ESPE Abstracts (2019) 92 P1-29

What Hypoglycemia Does to the Heart: Impact of Nocturnal Hypoglycemia on Cardiac Repolarization in Diabetic Children

Sara Bachmann1, Anne Auderset2, Urs Zumsteg1, Gabor Szinnai1, Birgit Donner3 1University Children's Hospital Basel, Pediatric Endocrinology/Diabetology, Basel, Switzerland. 2University of Basel, Basel, Switzerland. 3University Children's Hospital Basel, Pediatric Cardiology, Basel, Switzerland

Background: Hypoglycemia is the most common and most feared complication of insulin treated diabetes. Though mostly asymptomatic, nocturnal hypoglycemia can be fatal in rare cases: sudden nocturnal death is more frequent in diabetic patients than in others. It is postulated that hypoglycemia related QTc prolongation contributes to cardiac arrhythmia and can lead to dead in bed.

Objective: To evaluate influence of nocturnal hypoglycemia on QTc in children with type 1 diabetes.

Patients and Methods: In 25 (11f, 14m) children with type 1 diabetes (mean age 13.5 y, range 8.1–17.5) continuous glucose monitoring (iProTM, Medtronic Minimed) was performed for 5 days, and simultaneously, holter ECG (Schiller) was recorded during each night. All subjects had normal cardiac findings in clinical examination/echocardiography and normal values for potassium, calcium and magnesium. No patient was under medication knowing to affect cardiac function or repolarization. Nocturnal hypoglycemia was defined as every period with a sensor glucose measurement below 3.7 mmol/l for at least 15minutes during documented nighttime. ECG was transferred to labchart and mean QTc was calculated by the Bazett formula for every episode of nocturnal hypoglycemia and compared to a period of the same duration preceding hypoglycemia.

Results: 41 episodes of nocturnal hypoglycemia were observed, 33 with ECG recording. Mean duration of hypoglycemia was 96min (range 15-365min). Nadir was below 3 mmol/l in 16 events and 3.0–3.7 mmol/l in 17 cases. No relevant cardiac arrhythmia was documented. However, mean QTc during hypoglycemia was significantly longer compared to normoglycemia (411+/–15 vs 405+/–18 ms, P=0.005).

These changes were not dependent on age, HbA1c, diabetes duration, duration or nadir of hypoglycemia. The increase in QTc though was more pronounced in subjects with lower magnesium levels (P=0.04).

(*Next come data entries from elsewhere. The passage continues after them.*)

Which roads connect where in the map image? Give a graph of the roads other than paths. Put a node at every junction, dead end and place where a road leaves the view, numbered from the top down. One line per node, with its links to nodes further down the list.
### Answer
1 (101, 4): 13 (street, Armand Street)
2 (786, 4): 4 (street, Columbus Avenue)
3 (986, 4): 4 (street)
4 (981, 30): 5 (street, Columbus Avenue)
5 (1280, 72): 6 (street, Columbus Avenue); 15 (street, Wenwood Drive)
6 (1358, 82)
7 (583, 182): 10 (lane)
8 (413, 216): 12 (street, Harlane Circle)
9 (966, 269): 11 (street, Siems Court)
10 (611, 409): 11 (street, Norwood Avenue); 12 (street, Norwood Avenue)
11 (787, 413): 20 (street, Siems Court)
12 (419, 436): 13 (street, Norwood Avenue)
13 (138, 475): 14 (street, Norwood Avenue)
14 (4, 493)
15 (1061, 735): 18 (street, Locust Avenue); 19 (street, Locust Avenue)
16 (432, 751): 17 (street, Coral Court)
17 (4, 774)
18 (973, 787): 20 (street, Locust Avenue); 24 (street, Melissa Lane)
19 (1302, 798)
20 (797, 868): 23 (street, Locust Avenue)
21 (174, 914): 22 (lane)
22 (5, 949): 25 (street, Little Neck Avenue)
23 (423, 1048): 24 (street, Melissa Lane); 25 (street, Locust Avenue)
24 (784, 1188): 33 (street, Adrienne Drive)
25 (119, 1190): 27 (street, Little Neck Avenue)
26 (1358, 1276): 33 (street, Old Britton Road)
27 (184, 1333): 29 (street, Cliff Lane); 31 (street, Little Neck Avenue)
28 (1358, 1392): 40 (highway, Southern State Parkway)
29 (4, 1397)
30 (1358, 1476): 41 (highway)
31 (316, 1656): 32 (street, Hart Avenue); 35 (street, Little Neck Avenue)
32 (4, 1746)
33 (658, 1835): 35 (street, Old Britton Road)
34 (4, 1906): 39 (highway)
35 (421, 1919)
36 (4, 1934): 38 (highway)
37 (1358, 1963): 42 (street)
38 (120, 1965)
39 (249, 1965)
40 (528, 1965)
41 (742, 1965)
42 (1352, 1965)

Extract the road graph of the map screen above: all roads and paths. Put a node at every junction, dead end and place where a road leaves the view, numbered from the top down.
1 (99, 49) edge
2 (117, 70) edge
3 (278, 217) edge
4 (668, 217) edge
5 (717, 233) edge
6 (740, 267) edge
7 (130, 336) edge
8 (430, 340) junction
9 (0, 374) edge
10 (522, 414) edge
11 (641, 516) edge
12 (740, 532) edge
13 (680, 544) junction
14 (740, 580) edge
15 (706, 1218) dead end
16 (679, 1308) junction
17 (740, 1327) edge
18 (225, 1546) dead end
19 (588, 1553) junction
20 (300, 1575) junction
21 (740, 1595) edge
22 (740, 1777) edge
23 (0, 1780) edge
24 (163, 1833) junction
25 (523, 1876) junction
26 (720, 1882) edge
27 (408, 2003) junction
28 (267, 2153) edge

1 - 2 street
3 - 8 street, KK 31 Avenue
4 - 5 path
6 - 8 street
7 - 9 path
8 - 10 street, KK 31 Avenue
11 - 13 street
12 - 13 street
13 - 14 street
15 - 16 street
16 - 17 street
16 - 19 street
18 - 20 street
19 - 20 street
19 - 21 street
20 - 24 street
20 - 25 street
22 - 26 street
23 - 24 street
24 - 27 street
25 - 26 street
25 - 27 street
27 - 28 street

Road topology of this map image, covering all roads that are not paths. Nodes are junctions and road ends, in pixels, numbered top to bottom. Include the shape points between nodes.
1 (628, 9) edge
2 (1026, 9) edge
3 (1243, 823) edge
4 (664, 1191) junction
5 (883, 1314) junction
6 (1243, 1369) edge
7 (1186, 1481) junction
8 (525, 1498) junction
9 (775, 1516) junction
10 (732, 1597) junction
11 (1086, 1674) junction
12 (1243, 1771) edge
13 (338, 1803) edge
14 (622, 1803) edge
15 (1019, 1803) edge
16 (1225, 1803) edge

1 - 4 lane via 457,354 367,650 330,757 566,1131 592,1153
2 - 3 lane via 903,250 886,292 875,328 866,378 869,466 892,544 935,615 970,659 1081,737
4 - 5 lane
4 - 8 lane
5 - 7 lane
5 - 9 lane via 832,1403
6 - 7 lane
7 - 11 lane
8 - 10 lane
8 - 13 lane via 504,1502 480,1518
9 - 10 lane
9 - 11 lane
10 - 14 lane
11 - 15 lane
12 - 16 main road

Conclusion: This study evaluated changes in cardiac repolarization during nocturnal hypoglycemia. We could document a QTc lengthening and thereby potentially arrhythmogenic effect of nocturnal hypoglycemia in otherwise healthy children with diabetes. This is of special relevance in predisposed subjects or in the face of comedications. In such risk patients, nocturnal hypoglycemia has to be avoided even more aggressively. Based on these findings, it may be reasonable to perform a resting ECG in diabetic children. As higher magnesium values could have a protective effect, testing of these levels should also be considered.